After initializing the nested objects, we move on to implementing the feed-forward algorithm in the feedForward method. Similar to other identically named methods, in the parameters we receive a pointer to the object of the previous neural layer.
bool CNeuronTPM::feedForward(CNeuronBaseOCL *NeuronOCL) { //--- Encoder if(!cEncoder.FeedForward(NeuronOCL)) return false;
Then we pass the received pointer to the feed-forward method of our Encoder.
Next, we pass the same pointer to extract long-term features of the analyzed time series.
//--- FEATURE EXTRACTION if(!cFeatureExtraction.FeedForward(NeuronOCL)) return false;
The operation of the attention block is similar to the Encoder block discussed above.
//--- Memory and Hidden if(!Concat(m_iHiddenState, m_iMemory, m_iHiddenState, m_iMemory, cMemAndHidden.getOutputIndex(), 1, 1, 0, 0, Neurons())) return false; //--- Attention if(!cConcatenated.FeedForward(cEncoder.AsObject(), cMemAndHidden.getOutput())) return false; if(!cSoftMax.FeedForward(cConcatenated.AsObject())) return false;
We multiply the importance coefficients by the vector of short-term features of the Encoder.

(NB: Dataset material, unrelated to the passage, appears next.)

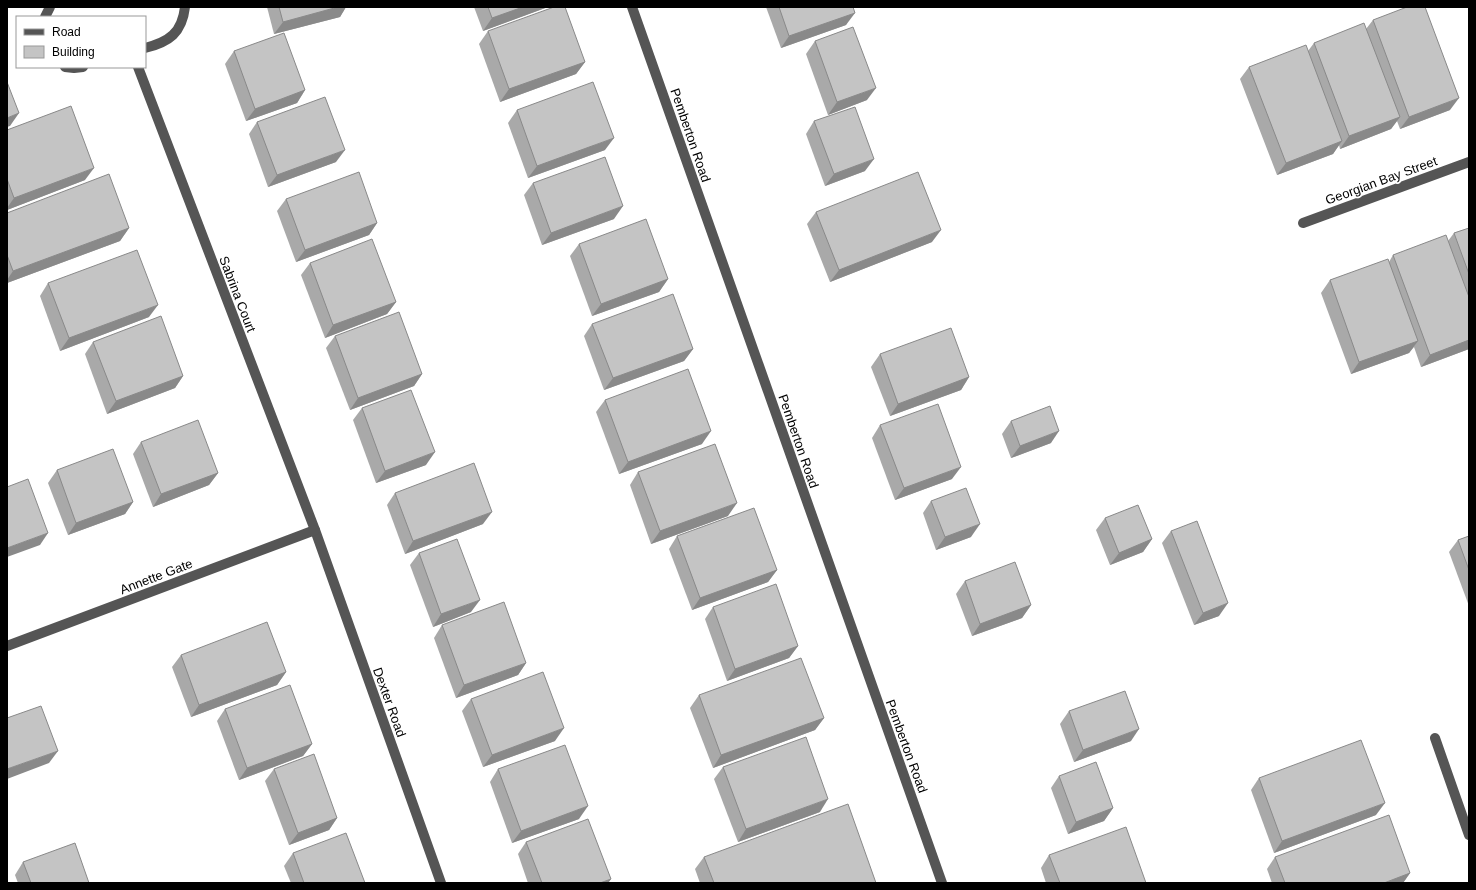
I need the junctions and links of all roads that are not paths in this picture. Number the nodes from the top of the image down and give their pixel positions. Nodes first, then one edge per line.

uint global_work_offset[1] = {0}; uint global_work_size[1]; global_work_size[0] = int(cSoftMax.Neurons() + 3) / 4; ResetLastError(); if(!OpenCL.SetArgumentBuffer(def_k_Dropout, def_k_dout_input, cEncoder.getOutputIndex())) { printf("Error of set parameter kernel %s: %d; line %d", __FUNCTION__, GetLastError(), __LINE__); return false; } if(!OpenCL.SetArgumentBuffer(def_k_Dropout, def_k_dout_map, cSoftMax.getOutputIndex())) { printf("Error of set parameter kernel %s: %d; line %d", __FUNCTION__, GetLastError(), __LINE__); return false; } if(!OpenCL.SetArgumentBuffer(def_k_Dropout, def_k_dout_out, cAttentionOut.getOutputIndex())) { printf("Error of set parameter kernel %s: %d; line %d", __FUNCTION__, GetLastError(), __LINE__); return false; } if(!OpenCL.SetArgument(def_k_Dropout, def_k_dout_dimension, cSoftMax.Neurons())) { printf("Error of set parameter kernel %s: %d; line %d", __FUNCTION__, GetLastError(), __LINE__); return false; } if(!OpenCL.Execute(def_k_Dropout, 1, global_work_offset, global_work_size)) { printf("Error of execution kernel %s: %d", __FUNCTION__, GetLastError()); return false; }
We combine the weighted vector of short-term features with the long-term features in a concatenation layer.
//--- Attention and Features if(!cAttAndFeature.FeedForward(cAttentionOut.AsObject(), cFeatureExtraction.getOutput())) return false;
We then feed this prepared data into LSTM block.
//--- LSTM if(!CNeuronLSTMOCL::feedForward(cAttAndFeature.AsObject())) return false; //--- return true; }
We verify the logical result of the operations and return it to the calling program.
Next, we would typically move on to constructing the backpropagation methods. However, I believe you have noticed the similarities between the forward-pass methods of the Encoder and Decoder. Of course, there are some nuances. Similar nuances also exist in the backpropagation methods. Nevertheless, the algorithms are quite similar overall. So, I encourage you to explore them on your own in the provided attachment.
2.3 Architecture of Trainable Models
We have examined the implementation of the TPM method using MQL5. This method was developed to predict stock price trends. Naturally, we will integrate it into our environmental state Encoder, the architecture of which is described in the CreateEncoderDescriptions method.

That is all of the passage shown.